The New York Times says that cord cutting doesn’t save much money but I can attest that in my house (near Boston) it saves $125 per month. Not exactly chump change. Plus, we never watched that much programming to begin with, so the savings are that much more satisfying.

As you might imagine, stories like these are starting to throw a scare into the cable companies and the entertainment industry as a whole. “In the U.S., consumers are seeing fewer differences between telecommunications and entertainment,” says Jack Plunkett, CEO of Plunkett Research. “It’s all the same thing. We have truly entered an era of convergence where data, entertainment, and communications are all falling into one package.”

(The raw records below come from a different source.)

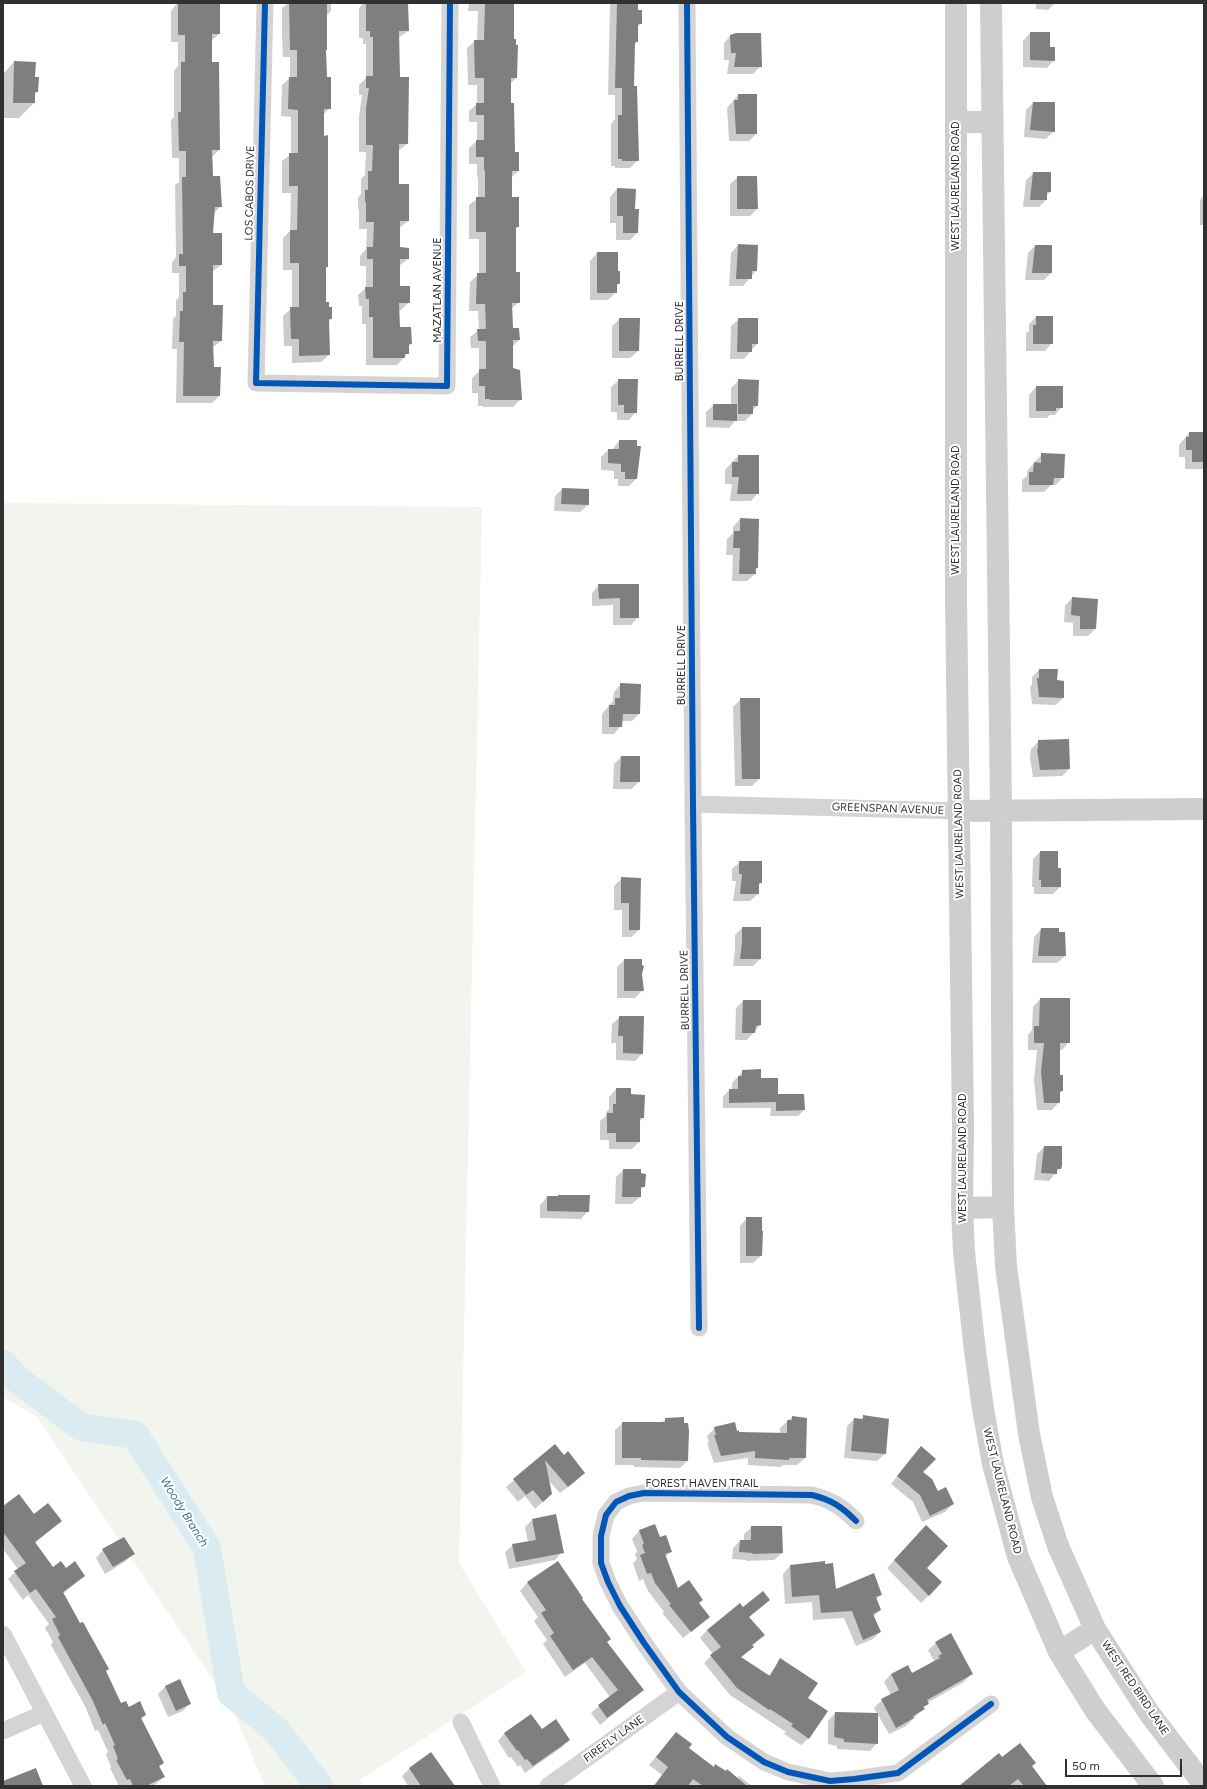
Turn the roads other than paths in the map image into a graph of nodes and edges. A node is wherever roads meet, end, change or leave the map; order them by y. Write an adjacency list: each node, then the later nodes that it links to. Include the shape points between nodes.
1 (265, 3): 8 (street, LOS CABOS DRIVE)
2 (450, 3): 8 (street, MAZATLAN AVENUE, via 447,386)
3 (687, 3): 9 (street, BURRELL DRIVE)
4 (956, 3): 6 (main road, WEST LAURELAND ROAD)
5 (991, 3): 7 (main road)
6 (956, 122): 7 (main road); 11 (main road, WEST LAURELAND ROAD, via 956,598)
7 (992, 122): 12 (main road)
8 (256, 383)
9 (693, 804): 11 (street, GREENSPAN AVENUE); 15 (street, BURRELL DRIVE)
10 (1204, 810): 12 (main road, GREENSPAN AVENUE)
11 (959, 811): 12 (main road, GREENSPAN AVENUE); 14 (main road, WEST LAURELAND ROAD)
12 (1001, 811): 13 (main road)
13 (1003, 1206): 14 (main road); 17 (main road, via 1006,1266 1029,1434 1042,1497 1058,1546)
14 (962, 1208): 19 (main road, WEST LAURELAND ROAD, via 975,1351 993,1464 1018,1557)
15 (699, 1328)
16 (856, 1521): 20 (street, FOREST HAVEN TRAIL, via 843,1508 828,1499 812,1495 644,1493 616,1502 606,1515 601,1536 601,1564 620,1606)
17 (1095, 1629): 19 (main road); 25 (main road, WEST RED BIRD LANE, via 1149,1713)
18 (3, 1634): 22 (street)
19 (1059, 1652): 29 (main road, via 1095,1710)
20 (679, 1692): 21 (street, FOREST HAVEN TRAIL, via 727,1737 764,1762 788,1772 830,1781 898,1773); 28 (street, FIREFLY LANE)
21 (991, 1704)
22 (44, 1713): 24 (street); 26 (street)
23 (461, 1722): 27 (street)
24 (3, 1731)
25 (1204, 1785)
26 (83, 1786)
27 (492, 1786)
28 (548, 1786)
29 (1153, 1786)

Except now it’s the consumers doing the packaging rather than the cable and telecom providers. Research by my colleague Polly Traylor turned up three ways that the status quo is threatened:

  • Frictionless consumption. There is a reason why Netflix and Apple iTunes have been so successful: they both have world-class selection and make it extremely simple to find what you want and begin listening or viewing immediately.
  • Everything is an entertainment device now. Even the top providers of gaming platforms– Sony, Nintendo and Microsoft– are now vying for the same entertainment eyeballs as the studios and networks and are retrofitting machines into multipurpose entertainment devices that stream content from Netflix and other Internet video providers.
  • Disruptors are everywhere. I’m sure that by now you’ve heard of an Internet TV startup called Aereo that uses tiny individual antennas to let consumers in several U.S. cities watch live broadcasts on Internet-connected devices and store shows in the cloud to watch later. All the major broadcasters have sued for copyright infringement and pushed it all the way up to the Supreme Court. Needless to say, if a tiny, barely two-year-old startup is already having its day in (Supreme) Court (against its will), we are in the midst of interesting times for the entertainment industry.

How have you changed the ways you consume entertainment?